▶ [Your goal] Find every line of the records that has "Jean" and return it.

[Stored data entries]
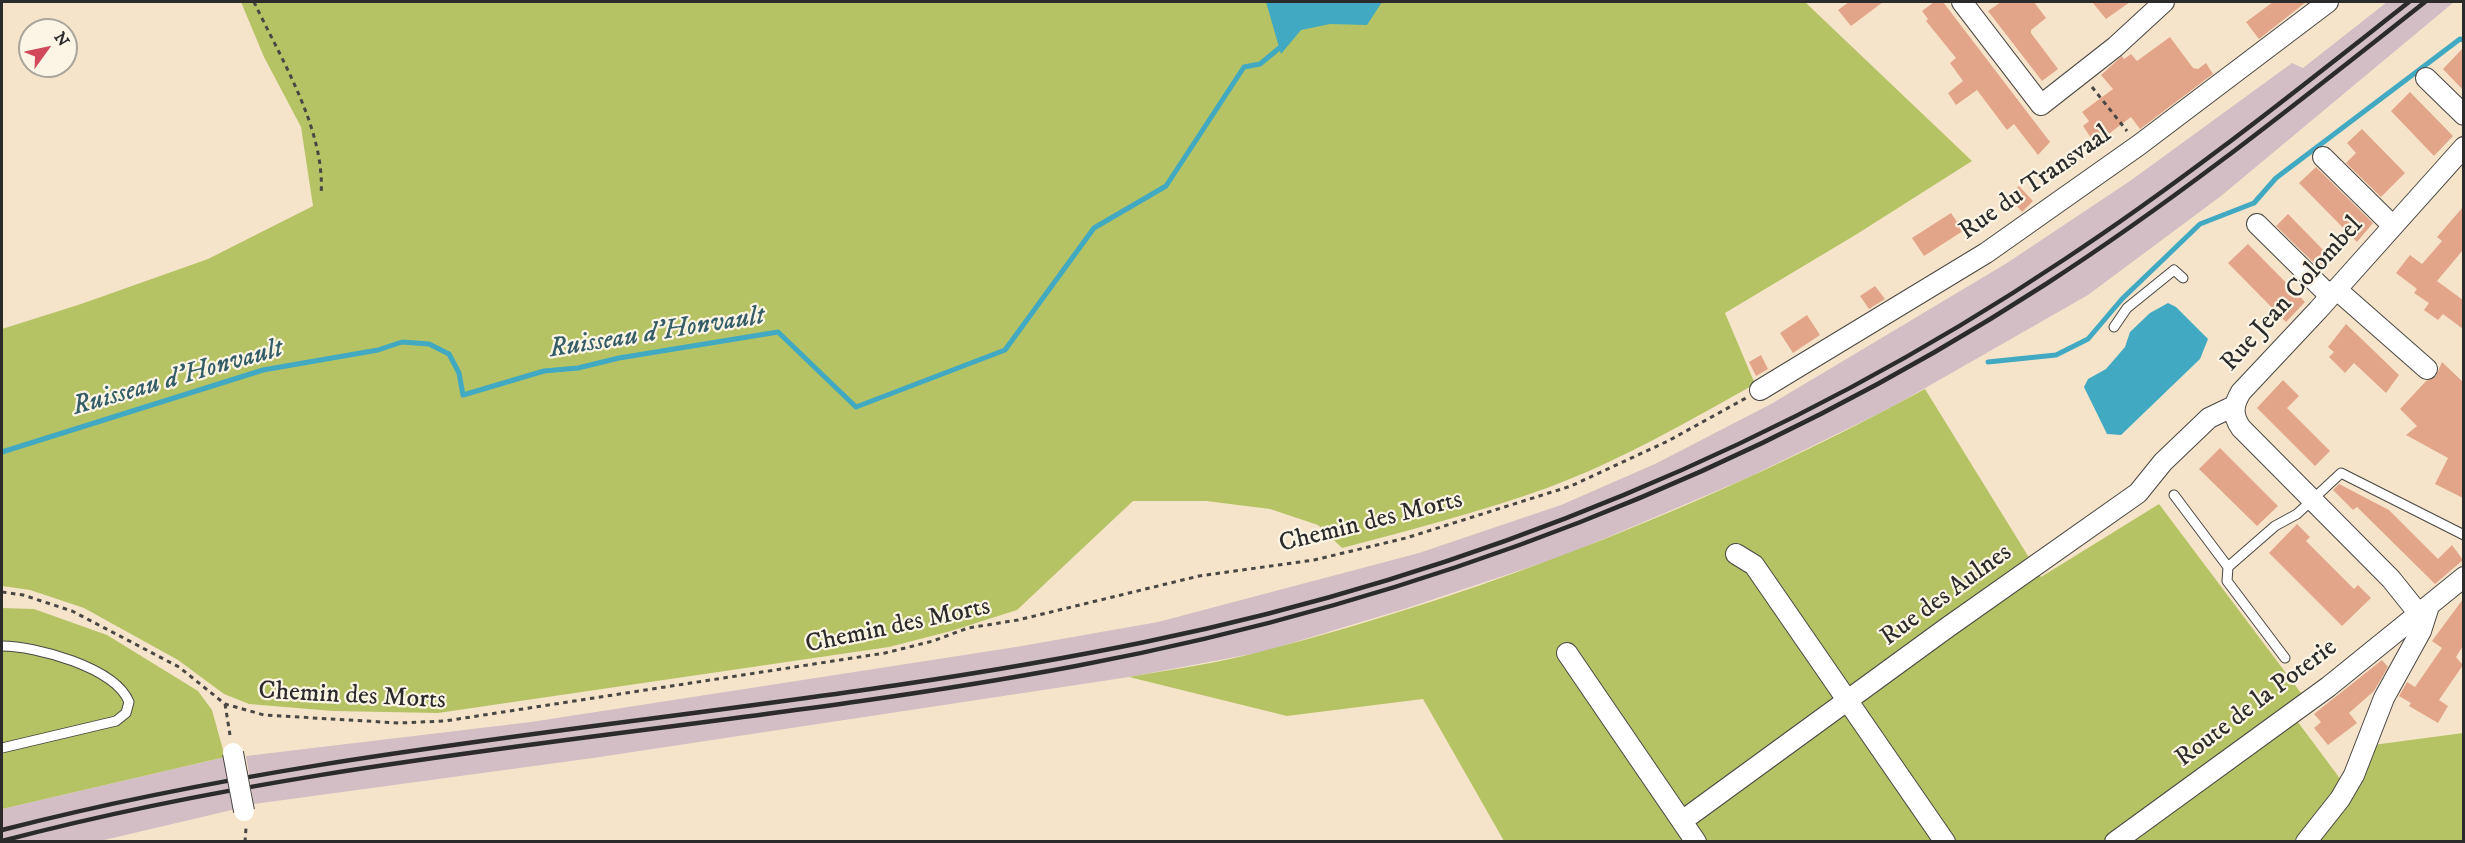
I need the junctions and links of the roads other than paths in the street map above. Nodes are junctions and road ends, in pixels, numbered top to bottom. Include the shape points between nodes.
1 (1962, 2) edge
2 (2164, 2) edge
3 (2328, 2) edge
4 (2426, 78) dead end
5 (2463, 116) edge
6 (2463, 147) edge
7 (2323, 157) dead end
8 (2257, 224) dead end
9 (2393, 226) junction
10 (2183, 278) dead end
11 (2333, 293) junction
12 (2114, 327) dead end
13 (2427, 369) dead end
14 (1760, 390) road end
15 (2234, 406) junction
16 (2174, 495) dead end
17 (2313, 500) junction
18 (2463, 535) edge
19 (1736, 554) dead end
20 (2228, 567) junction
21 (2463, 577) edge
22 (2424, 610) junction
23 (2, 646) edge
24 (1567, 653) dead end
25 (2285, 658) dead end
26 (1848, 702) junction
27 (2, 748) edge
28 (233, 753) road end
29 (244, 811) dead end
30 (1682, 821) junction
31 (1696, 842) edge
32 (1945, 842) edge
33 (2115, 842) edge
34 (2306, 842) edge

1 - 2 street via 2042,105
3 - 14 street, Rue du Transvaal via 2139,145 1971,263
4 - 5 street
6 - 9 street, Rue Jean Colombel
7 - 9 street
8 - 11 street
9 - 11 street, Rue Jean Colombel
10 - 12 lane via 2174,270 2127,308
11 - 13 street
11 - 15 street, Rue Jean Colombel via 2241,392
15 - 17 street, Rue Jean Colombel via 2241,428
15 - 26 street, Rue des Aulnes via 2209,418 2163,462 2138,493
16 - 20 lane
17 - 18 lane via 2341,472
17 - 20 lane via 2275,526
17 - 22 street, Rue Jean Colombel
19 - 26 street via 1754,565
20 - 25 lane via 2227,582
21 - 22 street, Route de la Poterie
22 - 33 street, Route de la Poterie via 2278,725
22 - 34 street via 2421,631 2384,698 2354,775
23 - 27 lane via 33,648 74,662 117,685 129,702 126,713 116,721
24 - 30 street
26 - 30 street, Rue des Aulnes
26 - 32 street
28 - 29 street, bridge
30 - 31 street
--
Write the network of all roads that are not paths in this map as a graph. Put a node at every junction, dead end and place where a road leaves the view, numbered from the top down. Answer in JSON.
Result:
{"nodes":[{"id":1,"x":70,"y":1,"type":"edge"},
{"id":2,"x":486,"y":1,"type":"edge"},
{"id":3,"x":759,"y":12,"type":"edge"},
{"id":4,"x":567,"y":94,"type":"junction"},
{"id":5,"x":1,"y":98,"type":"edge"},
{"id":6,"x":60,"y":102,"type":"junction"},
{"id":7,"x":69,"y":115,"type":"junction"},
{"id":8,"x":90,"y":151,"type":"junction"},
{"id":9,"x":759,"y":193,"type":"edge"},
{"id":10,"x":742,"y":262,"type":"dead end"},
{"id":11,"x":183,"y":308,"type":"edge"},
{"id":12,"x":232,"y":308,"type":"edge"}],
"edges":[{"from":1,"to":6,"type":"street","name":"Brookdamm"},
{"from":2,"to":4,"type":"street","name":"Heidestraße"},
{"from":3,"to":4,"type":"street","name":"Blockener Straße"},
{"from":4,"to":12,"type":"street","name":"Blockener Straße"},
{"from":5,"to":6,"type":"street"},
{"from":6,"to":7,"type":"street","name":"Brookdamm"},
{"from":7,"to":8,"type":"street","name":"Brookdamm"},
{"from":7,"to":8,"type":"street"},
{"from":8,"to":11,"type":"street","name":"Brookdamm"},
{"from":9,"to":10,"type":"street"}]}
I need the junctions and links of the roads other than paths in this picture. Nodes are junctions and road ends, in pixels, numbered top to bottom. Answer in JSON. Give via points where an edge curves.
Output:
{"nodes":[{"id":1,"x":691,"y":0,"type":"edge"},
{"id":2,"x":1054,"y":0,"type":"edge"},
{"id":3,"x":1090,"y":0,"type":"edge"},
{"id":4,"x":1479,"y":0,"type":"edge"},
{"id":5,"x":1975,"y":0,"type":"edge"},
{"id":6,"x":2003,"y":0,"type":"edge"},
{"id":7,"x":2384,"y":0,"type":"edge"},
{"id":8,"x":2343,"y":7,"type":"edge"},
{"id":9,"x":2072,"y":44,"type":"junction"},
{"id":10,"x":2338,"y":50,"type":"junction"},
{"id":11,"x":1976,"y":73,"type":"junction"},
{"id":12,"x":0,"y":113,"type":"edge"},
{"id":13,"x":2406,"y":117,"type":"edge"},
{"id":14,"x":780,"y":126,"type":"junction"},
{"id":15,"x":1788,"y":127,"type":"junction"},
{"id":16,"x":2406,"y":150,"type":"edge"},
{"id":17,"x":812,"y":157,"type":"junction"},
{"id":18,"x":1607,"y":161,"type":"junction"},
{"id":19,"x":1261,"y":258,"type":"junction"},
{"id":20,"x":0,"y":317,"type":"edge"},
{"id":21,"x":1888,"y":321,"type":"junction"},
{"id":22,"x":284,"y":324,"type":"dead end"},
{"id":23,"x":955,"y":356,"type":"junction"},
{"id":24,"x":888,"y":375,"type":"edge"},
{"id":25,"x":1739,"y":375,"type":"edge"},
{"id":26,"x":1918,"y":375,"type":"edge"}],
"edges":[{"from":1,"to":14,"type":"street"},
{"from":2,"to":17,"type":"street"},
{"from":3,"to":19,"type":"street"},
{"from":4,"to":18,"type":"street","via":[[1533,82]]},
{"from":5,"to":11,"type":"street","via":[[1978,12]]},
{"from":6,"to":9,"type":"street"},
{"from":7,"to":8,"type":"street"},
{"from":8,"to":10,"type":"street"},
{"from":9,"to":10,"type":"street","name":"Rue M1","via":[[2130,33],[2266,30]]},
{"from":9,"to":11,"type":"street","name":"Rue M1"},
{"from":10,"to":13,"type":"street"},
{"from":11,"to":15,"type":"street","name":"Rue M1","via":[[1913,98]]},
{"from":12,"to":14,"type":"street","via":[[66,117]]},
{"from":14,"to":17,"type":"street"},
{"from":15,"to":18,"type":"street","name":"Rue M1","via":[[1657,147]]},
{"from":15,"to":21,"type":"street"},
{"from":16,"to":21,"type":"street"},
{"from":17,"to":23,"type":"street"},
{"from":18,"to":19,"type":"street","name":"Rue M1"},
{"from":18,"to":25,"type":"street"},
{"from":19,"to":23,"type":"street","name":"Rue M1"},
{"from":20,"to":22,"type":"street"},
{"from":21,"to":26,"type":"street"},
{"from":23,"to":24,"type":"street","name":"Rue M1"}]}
---
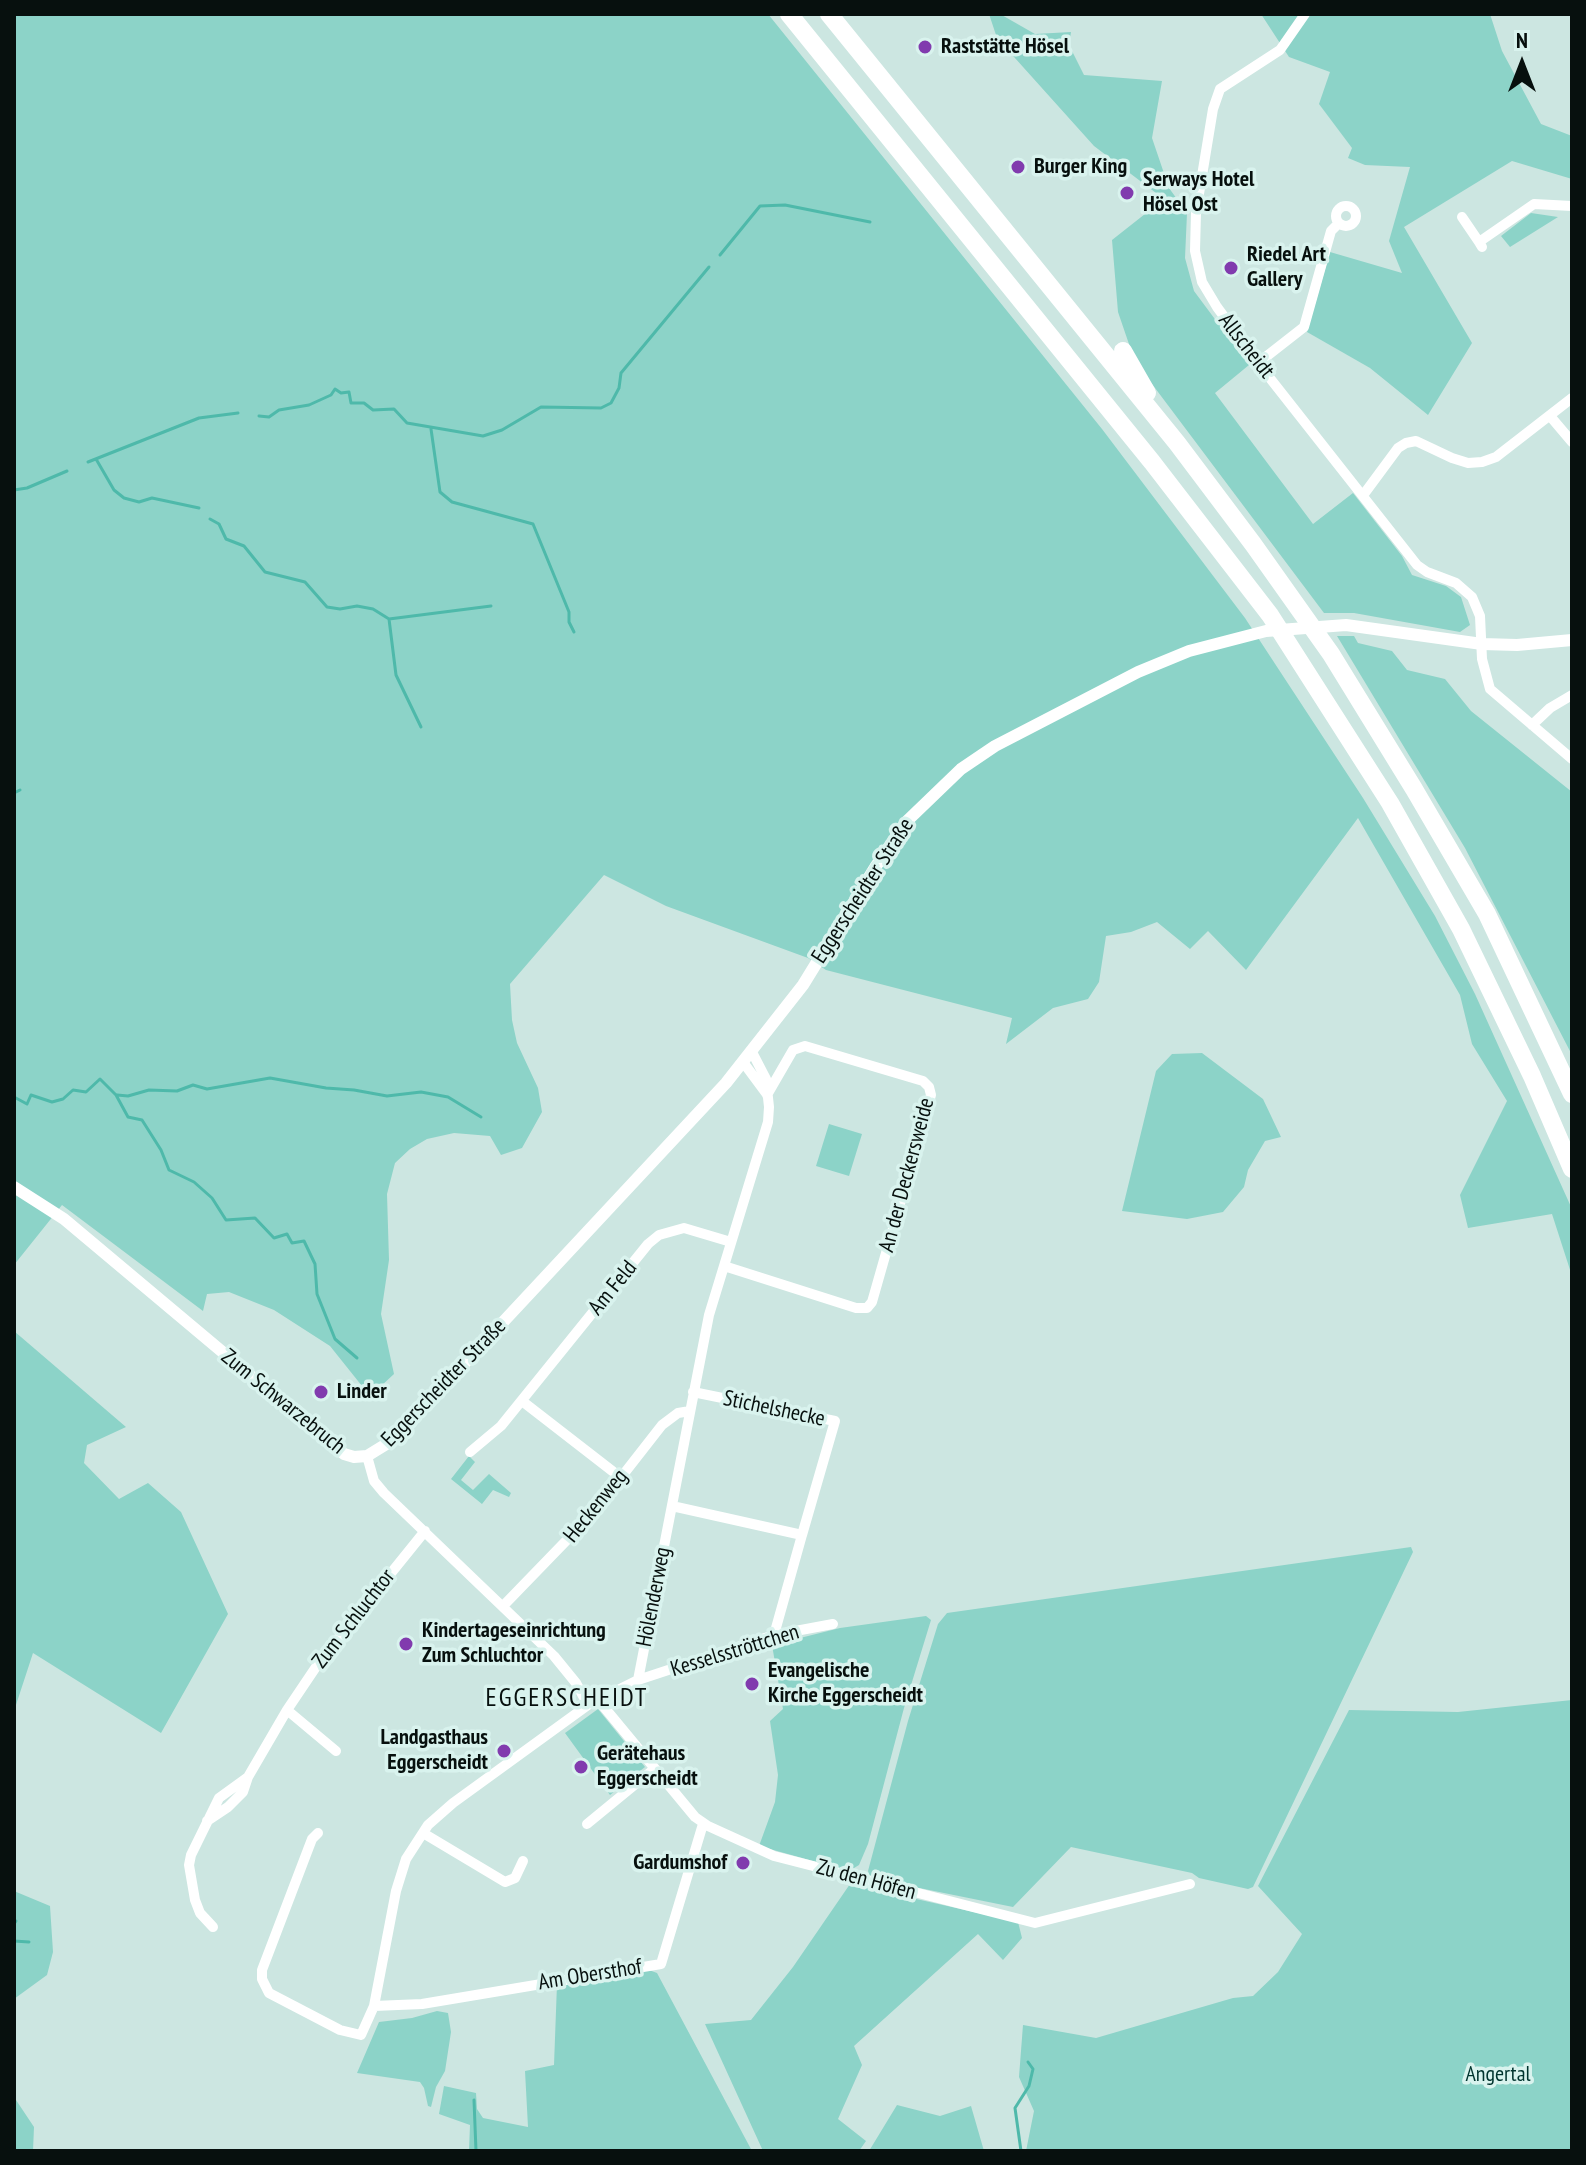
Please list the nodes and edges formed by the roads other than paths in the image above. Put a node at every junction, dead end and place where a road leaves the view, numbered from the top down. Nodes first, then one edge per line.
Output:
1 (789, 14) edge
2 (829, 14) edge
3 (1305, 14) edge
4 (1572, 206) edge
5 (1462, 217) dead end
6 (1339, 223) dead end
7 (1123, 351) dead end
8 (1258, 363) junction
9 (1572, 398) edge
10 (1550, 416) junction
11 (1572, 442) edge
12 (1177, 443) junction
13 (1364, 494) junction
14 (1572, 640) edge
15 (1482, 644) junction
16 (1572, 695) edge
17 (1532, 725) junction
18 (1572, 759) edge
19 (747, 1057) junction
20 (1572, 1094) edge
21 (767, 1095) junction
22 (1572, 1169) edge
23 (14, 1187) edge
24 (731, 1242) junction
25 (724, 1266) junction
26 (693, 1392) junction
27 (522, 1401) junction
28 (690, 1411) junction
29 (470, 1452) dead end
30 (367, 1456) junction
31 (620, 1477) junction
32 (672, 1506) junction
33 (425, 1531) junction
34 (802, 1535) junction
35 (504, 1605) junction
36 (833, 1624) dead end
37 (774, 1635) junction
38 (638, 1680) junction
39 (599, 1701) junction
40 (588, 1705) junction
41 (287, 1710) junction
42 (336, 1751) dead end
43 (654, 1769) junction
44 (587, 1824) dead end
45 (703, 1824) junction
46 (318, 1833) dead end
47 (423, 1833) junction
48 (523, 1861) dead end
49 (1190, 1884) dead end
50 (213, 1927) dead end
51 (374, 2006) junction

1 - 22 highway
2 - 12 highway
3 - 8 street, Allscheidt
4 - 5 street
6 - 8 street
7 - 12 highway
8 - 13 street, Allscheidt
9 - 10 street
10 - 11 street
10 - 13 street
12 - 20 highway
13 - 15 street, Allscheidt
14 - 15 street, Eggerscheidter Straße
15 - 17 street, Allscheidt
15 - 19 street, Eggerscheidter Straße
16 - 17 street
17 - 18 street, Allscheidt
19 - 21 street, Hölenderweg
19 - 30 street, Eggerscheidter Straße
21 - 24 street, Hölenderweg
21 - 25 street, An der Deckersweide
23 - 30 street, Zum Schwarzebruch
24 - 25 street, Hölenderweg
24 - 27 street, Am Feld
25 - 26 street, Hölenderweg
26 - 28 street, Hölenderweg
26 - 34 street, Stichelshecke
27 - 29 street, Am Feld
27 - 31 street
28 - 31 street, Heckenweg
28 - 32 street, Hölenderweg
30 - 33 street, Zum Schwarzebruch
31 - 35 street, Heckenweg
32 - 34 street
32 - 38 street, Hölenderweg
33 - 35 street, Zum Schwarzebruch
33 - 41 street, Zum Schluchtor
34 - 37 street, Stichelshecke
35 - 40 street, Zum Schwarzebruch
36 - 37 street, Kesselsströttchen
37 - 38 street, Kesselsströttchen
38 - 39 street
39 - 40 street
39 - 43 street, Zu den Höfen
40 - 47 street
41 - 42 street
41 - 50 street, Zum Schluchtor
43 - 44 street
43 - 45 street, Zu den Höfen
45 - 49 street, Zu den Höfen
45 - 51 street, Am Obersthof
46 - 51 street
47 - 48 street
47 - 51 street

▶ [Your solution]
6 - 9 street, Rue Jean Colombel
9 - 11 street, Rue Jean Colombel
11 - 15 street, Rue Jean Colombel via 2241,392
15 - 17 street, Rue Jean Colombel via 2241,428
17 - 22 street, Rue Jean Colombel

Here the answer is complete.